Póki co było kilka nieprzewidzianych przeszkód do złożenia silnika. Nowa pompa oleju miała za małą średnicę otworu na smok, więc trzeba było kupić nowy, zawory ssące okazały się nadwymiarowe, więc zamówiłem odpowiednie, borykam się jeszcze z rozmiarem filtra oleju... Niby silnik standardowy, ale amerykanie jakoś za dużo opcji do wyboru mają i się katalogi z rzeczywistością czasem nie zgadzają.
Zacznijmy zatem składać głowicę póki dołu silnika zamknąć nie można. Na początek oczyszczona z zewnątrz i pomalowana farbą wysokotemperaturową. Oczywiście źle to wymyśliłem, bo potem przy dokładnym myciu głowicy okazało się, że brake cleaner zmywa tą farbę... Następnym razem będę wiedział, a tymczasem zrobiłem poprawki.

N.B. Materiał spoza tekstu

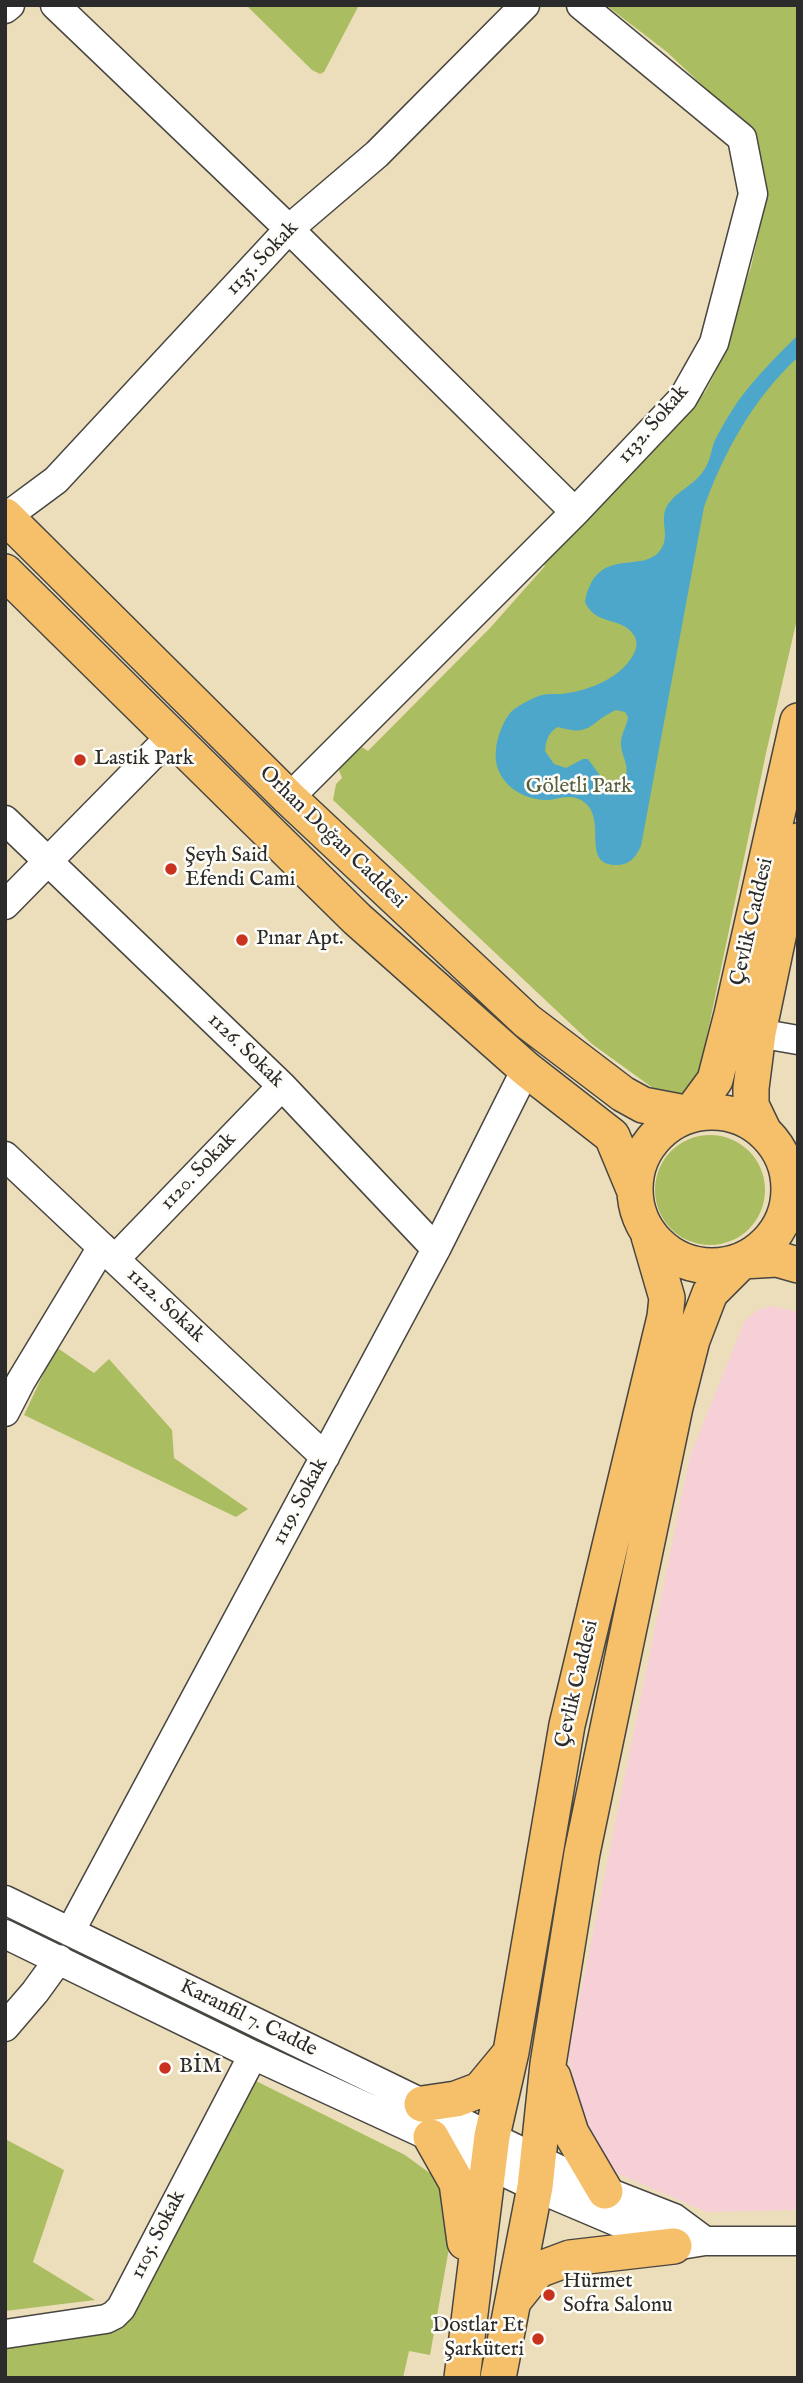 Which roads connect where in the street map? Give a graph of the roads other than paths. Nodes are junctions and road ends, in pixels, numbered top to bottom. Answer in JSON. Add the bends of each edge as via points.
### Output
{"nodes":[{"id":1,"x":10,"y":5,"type":"edge"},
{"id":2,"x":55,"y":5,"type":"edge"},
{"id":3,"x":525,"y":5,"type":"edge"},
{"id":4,"x":581,"y":5,"type":"edge"},
{"id":5,"x":5,"y":9,"type":"edge"},
{"id":6,"x":289,"y":229,"type":"junction"},
{"id":7,"x":575,"y":512,"type":"junction"},
{"id":8,"x":6,"y":517,"type":"edge"},
{"id":9,"x":5,"y":572,"type":"edge"},
{"id":10,"x":798,"y":721,"type":"edge"},
{"id":11,"x":172,"y":735,"type":"junction"},
{"id":12,"x":289,"y":798,"type":"junction"},
{"id":13,"x":5,"y":820,"type":"edge"},
{"id":14,"x":798,"y":841,"type":"edge"},
{"id":15,"x":47,"y":862,"type":"junction"},
{"id":16,"x":5,"y":905,"type":"edge"},
{"id":17,"x":758,"y":1033,"type":"junction"},
{"id":18,"x":798,"y":1040,"type":"edge"},
{"id":19,"x":526,"y":1069,"type":"junction"},
{"id":20,"x":282,"y":1086,"type":"junction"},
{"id":21,"x":690,"y":1114,"type":"junction"},
{"id":22,"x":763,"y":1130,"type":"junction"},
{"id":23,"x":5,"y":1156,"type":"edge"},
{"id":24,"x":793,"y":1183,"type":"edge"},
{"id":25,"x":634,"y":1189,"type":"junction"},
{"id":26,"x":649,"y":1236,"type":"junction"},
{"id":27,"x":436,"y":1249,"type":"junction"},
{"id":28,"x":109,"y":1253,"type":"junction"},
{"id":29,"x":742,"y":1261,"type":"junction"},
{"id":30,"x":798,"y":1265,"type":"edge"},
{"id":31,"x":13,"y":1377,"type":"edge"},
{"id":32,"x":5,"y":1412,"type":"edge"},
{"id":33,"x":325,"y":1457,"type":"junction"},
{"id":34,"x":5,"y":1900,"type":"edge"},
{"id":35,"x":70,"y":1932,"type":"junction"},
{"id":36,"x":5,"y":1934,"type":"edge"},
{"id":37,"x":59,"y":1959,"type":"junction"},
{"id":38,"x":5,"y":2027,"type":"edge"},
{"id":39,"x":511,"y":2052,"type":"junction"},
{"id":40,"x":253,"y":2055,"type":"junction"},
{"id":41,"x":548,"y":2064,"type":"junction"},
{"id":42,"x":427,"y":2120,"type":"junction"},
{"id":43,"x":489,"y":2150,"type":"junction"},
{"id":44,"x":538,"y":2159,"type":"junction"},
{"id":45,"x":605,"y":2191,"type":"junction"},
{"id":46,"x":798,"y":2241,"type":"edge"},
{"id":47,"x":690,"y":2243,"type":"junction"},
{"id":48,"x":474,"y":2272,"type":"junction"},
{"id":49,"x":514,"y":2300,"type":"junction"},
{"id":50,"x":5,"y":2334,"type":"edge"},
{"id":51,"x":463,"y":2378,"type":"edge"},
{"id":52,"x":498,"y":2378,"type":"edge"}],
"edges":[{"from":1,"to":5,"type":"street"},
{"from":2,"to":6,"type":"street"},
{"from":3,"to":6,"type":"street","name":"1135. Sokak","via":[[377,154]]},
{"from":4,"to":7,"type":"street","name":"1132. Sokak","via":[[742,138],[753,194],[714,343],[683,398]]},
{"from":6,"to":7,"type":"street"},
{"from":6,"to":8,"type":"street","name":"1135. Sokak","via":[[56,480]]},
{"from":7,"to":12,"type":"street","name":"1132. Sokak"},
{"from":8,"to":12,"type":"main road","name":"Orhan Doğan Caddesi"},
{"from":9,"to":11,"type":"main road"},
{"from":10,"to":21,"type":"main road","name":"Çevlik Caddesi","via":[[715,1080]]},
{"from":11,"to":15,"type":"street"},
{"from":11,"to":19,"type":"main road","via":[[357,919]]},
{"from":12,"to":21,"type":"main road","name":"Orhan Doğan Caddesi","via":[[527,1021],[623,1094],[643,1105]]},
{"from":13,"to":15,"type":"street","name":"1126. Sokak"},
{"from":14,"to":17,"type":"main road","name":"Çevlik Caddesi"},
{"from":15,"to":16,"type":"street"},
{"from":15,"to":20,"type":"street","name":"1126. Sokak"},
{"from":17,"to":18,"type":"street"},
{"from":17,"to":22,"type":"main road","name":"Çevlik Caddesi","via":[[751,1105]]},
{"from":19,"to":25,"type":"main road","via":[[612,1136]]},
{"from":19,"to":27,"type":"street","name":"1119. Sokak"},
{"from":20,"to":27,"type":"street","name":"1126. Sokak"},
{"from":20,"to":28,"type":"street","name":"1120. Sokak"},
{"from":21,"to":22,"type":"main road","via":[[714,1111],[740,1116]]},
{"from":21,"to":25,"type":"main road","via":[[667,1125],[649,1142]]},
{"from":22,"to":24,"type":"main road","via":[[780,1151]]},
{"from":23,"to":28,"type":"street","name":"1122. Sokak"},
{"from":24,"to":29,"type":"main road","via":[[781,1226],[764,1247]]},
{"from":25,"to":26,"type":"main road","via":[[638,1214]]},
{"from":26,"to":29,"type":"main road","via":[[667,1253],[690,1264],[716,1267]]},
{"from":26,"to":39,"type":"main road","name":"Çevlik Caddesi","via":[[667,1298],[665,1317],[567,1725]]},
{"from":27,"to":33,"type":"street","name":"1119. Sokak"},
{"from":28,"to":31,"type":"street","name":"1120. Sokak"},
{"from":28,"to":33,"type":"street","name":"1122. Sokak"},
{"from":29,"to":30,"type":"main road","via":[[777,1259]]},
{"from":29,"to":41,"type":"main road","name":"Çevlik Caddesi","via":[[710,1293],[675,1407],[582,1853]]},
{"from":31,"to":32,"type":"street","name":"1120. Sokak"},
{"from":33,"to":35,"type":"street","name":"1119. Sokak"},
{"from":34,"to":35,"type":"street","name":"Karanfil 7. Cadde"},
{"from":35,"to":42,"type":"street","name":"Karanfil 7. Cadde"},
{"from":36,"to":37,"type":"street","name":"Karanfil 7. Cadde"},
{"from":37,"to":38,"type":"street"},
{"from":37,"to":40,"type":"street","name":"Karanfil 7. Cadde"},
{"from":39,"to":42,"type":"main road","via":[[480,2090],[456,2099]]},
{"from":39,"to":43,"type":"main road","name":"Çevlik Caddesi"},
{"from":40,"to":42,"type":"street","name":"Karanfil 7. Cadde"},
{"from":40,"to":50,"type":"street","name":"1105. Sokak","via":[[121,2308],[106,2319]]},
{"from":41,"to":44,"type":"main road","name":"Çevlik Caddesi"},
{"from":41,"to":45,"type":"main road","via":[[571,2133]]},
{"from":42,"to":43,"type":"street","name":"Karanfil 7. Cadde"},
{"from":42,"to":48,"type":"main road","via":[[457,2183],[462,2230]]},
{"from":43,"to":44,"type":"street","name":"Karanfil 7. Cadde"},
{"from":43,"to":48,"type":"main road","name":"Çevlik Caddesi"},
{"from":44,"to":45,"type":"street"},
{"from":44,"to":47,"type":"street"},
{"from":44,"to":49,"type":"main road","name":"Çevlik Caddesi"},
{"from":45,"to":47,"type":"street","via":[[674,2218]]},
{"from":46,"to":47,"type":"street"},
{"from":47,"to":49,"type":"main road","via":[[570,2258],[538,2270]]},
{"from":48,"to":51,"type":"main road"},
{"from":49,"to":52,"type":"main road","name":"Çevlik Caddesi"}]}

Po malowaniu pomógł mi w myciu nieoceniony jak zawsze Dred.



Potem pora na planowanie głowic. Prawdziwi twardziele robią to szmatą :)



I gotowe. Napisałbym jeszcze o frezowaniu gniazd zaworowych palcem, ale jeszcze ktoś to weźmie na poważnie...



Głowica czysta, gotowa do złożenia. Przy tego typu szpilkach do dźwigienek zaworowych trzeba sprawdzić, czy nie "wychodzą z bloku" - jest to nie taka rzadka przypadłość tych silników. Tu jednak okazało się wszystko w porządku.



Następnie mycie wszystkich elementów składowych - sprężynek, zaworów, podkładek, zamków... Muszę wziąć od teścia starą zmywarkę i sprawdzić jak się będzie w niej części myło. Po myciu tylko będzie trzeba je porządnie wysuszyć, ale może to zaoszczędzić sporo czasu.



Potem zawory maczałem w oleju i, po wytarciu jego nadmiaru, wkładałem na miejsce.



Potem założyłem uszczelniacze zaworowe, ale nie zrobiłem zdjęcia. Następnie zakładanie sprężyn zaworowych.



Jak widać podkładek trzymających sprężyny trochę jest... I są inne dla zaworów ssących i wydechowych.



Zawory wydechowe już na miejscu.



Pierwszą głowicę składaliśmy razem z Dredem, łatwo nie było... Potem jeszcze dwie głowice do V8 złożyliśmy w ten sposób... W końcu się wkurzyłem, pomyślałem i zrobiłem przyrząd do ściskania sprężyn zaworowych, który pasuje do każdej głowicy. Drugą głowicę składałem sam w 5 minut i szło jak po maśle.



I poskładane. Na szczęście nie zapomniałem założyć uszczelniaczy zaworowych :)



Potem wysypałem drobnicę dźwigienek zaworowych. Przez chwilę brakowało jednej podkładki, ale na szczęście okazało się, że to ja ją zgubiłem wśród uszczelniaczy zaworowych, a nie, że w ogóle jej nie ma. Najgorsze w składaniu tego silnika jest to, że na każdą brakującą część się dość długo czeka...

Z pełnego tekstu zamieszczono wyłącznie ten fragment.